One plan I had was to stop at various intervals along the highway and jot down words and sentences that floated into my head, since it seemed to me my only insights came while driving, not insights that would mean anything, but only the sound of a voice that seemed real, meaning a sound that was not detestable, so I saw a row of tall trees, the tall, thinning kind that have a pear shaped body, those are cypress, a row of trees that made me feel safe, patient, somewhere to stop, I kept things at the edge of my mind, little eyes, kind thoughts about maybe this or that, falling short of myself moving in and around something that was not suppressed or lost to me, knowing anything lost is regretted and to regret is to be less and less until one disappears off the edge of the world and I lost everything whenever I opened my mouth, as if it were a predetermined sequence of losing: open mouth make speech the talk comes out one word making the making of one word where I can’t be caught or tied down to my own stupidity chain of words that are an iron yoke how can I be my own worst enemy, that is violent and violence of the worst kind, the ugliness profound and hateful, I couldn’t breathe, I couldn’t think of anything to write or to say or to think, everything was under, underneath, below from where I could touch it and then the touch repelled me or pushed me away as if pushed by my own self, as if wrapped in stars like a present.


5.

Space is physical, like the smell of urine crowding into my mind and overtaking it like a black spot. Mrs. Cunningham’s pee has a very strong odor. As I enter her room she says to me, “You must have ears like an animal”, her words now opening up a space between us like the space between my ears and my nose, and I am thinking, “Here I am in this room with her and I may have ears like an animal.” Mrs. Cunningham has gotten up seven times so far to pee during the night. She is crouching halfway over the commode so precariously I am worried she will miss and go on the floor.
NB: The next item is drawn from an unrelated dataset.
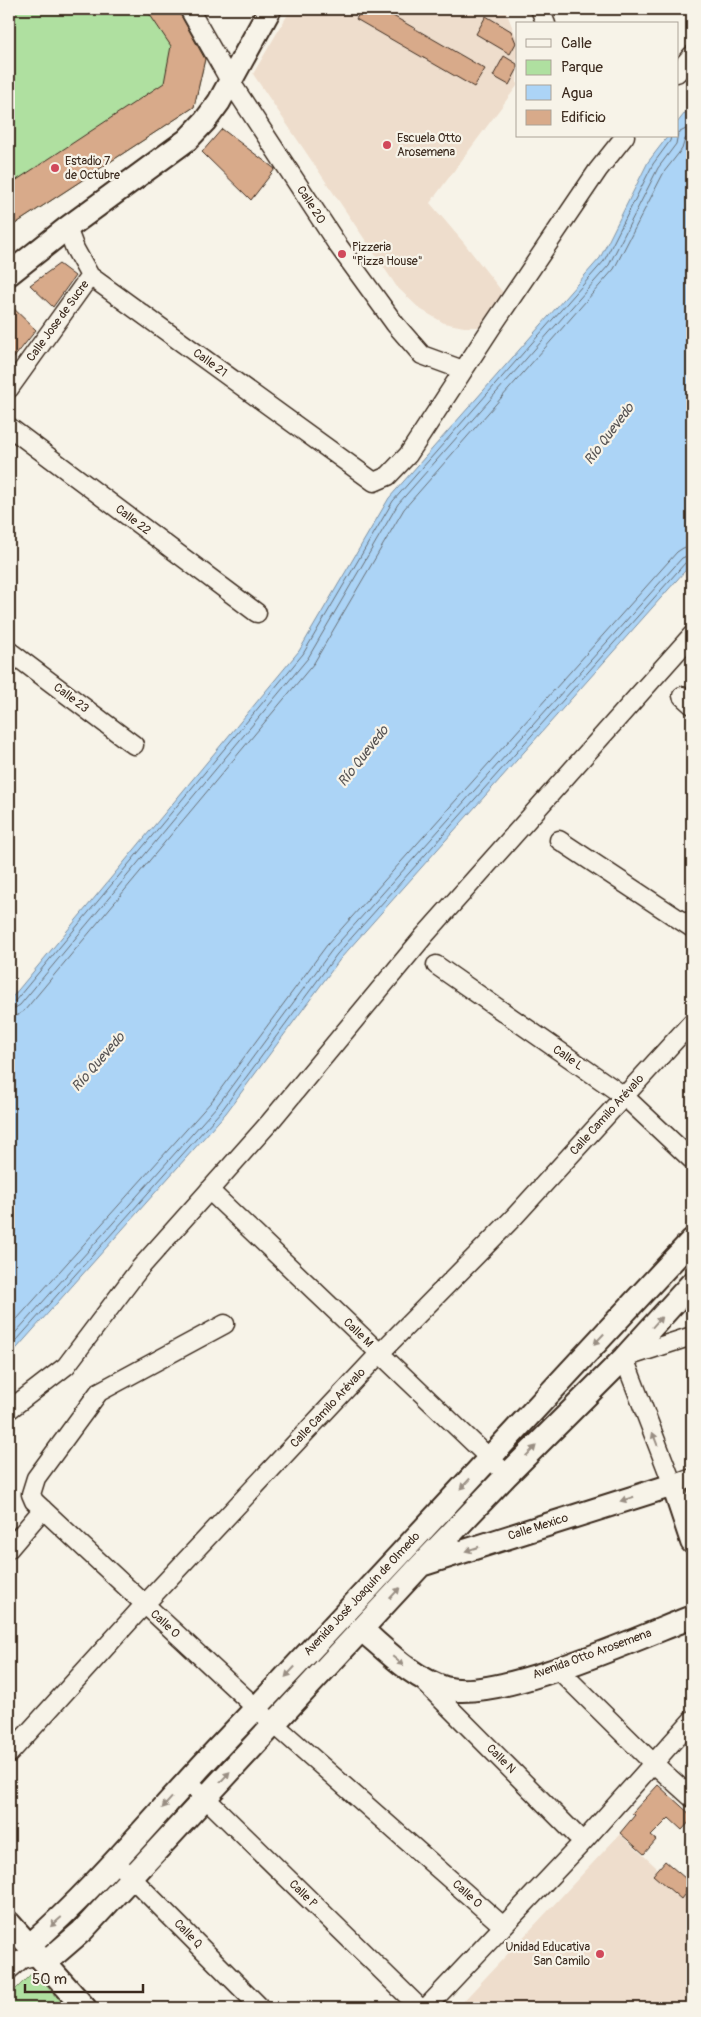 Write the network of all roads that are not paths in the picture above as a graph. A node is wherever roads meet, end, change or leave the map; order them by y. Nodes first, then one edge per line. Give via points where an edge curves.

She is moving with all of her movements painfully slowed but somehow incredibly precise and I am standing very close alongside her for what seems like half an hour, holding onto her small, frail body and listening to her pee with her incredible precision. Her urine has the most intense smell of concentrated urine odor I have ever smelled: pungent, stale, decaying, but strangely pleasant as I am imagining its yellow crystalline structure whose molecules I can’t see breaking down in the bottom of the shallow commode in the dark, each yellow crystal becoming smaller, more singular, obstinate, a darker section of matter. Mrs. Cunningham is supposed to ring her bell when she gets up but won’t. She is embarrassed and doesn’t trust me. She tells me she doesn’t like having people watching her pee and I can hardly blame her. I tell her she could fall and that is why I have to be vigilant, like an animal, I am hearing a fall before it happens.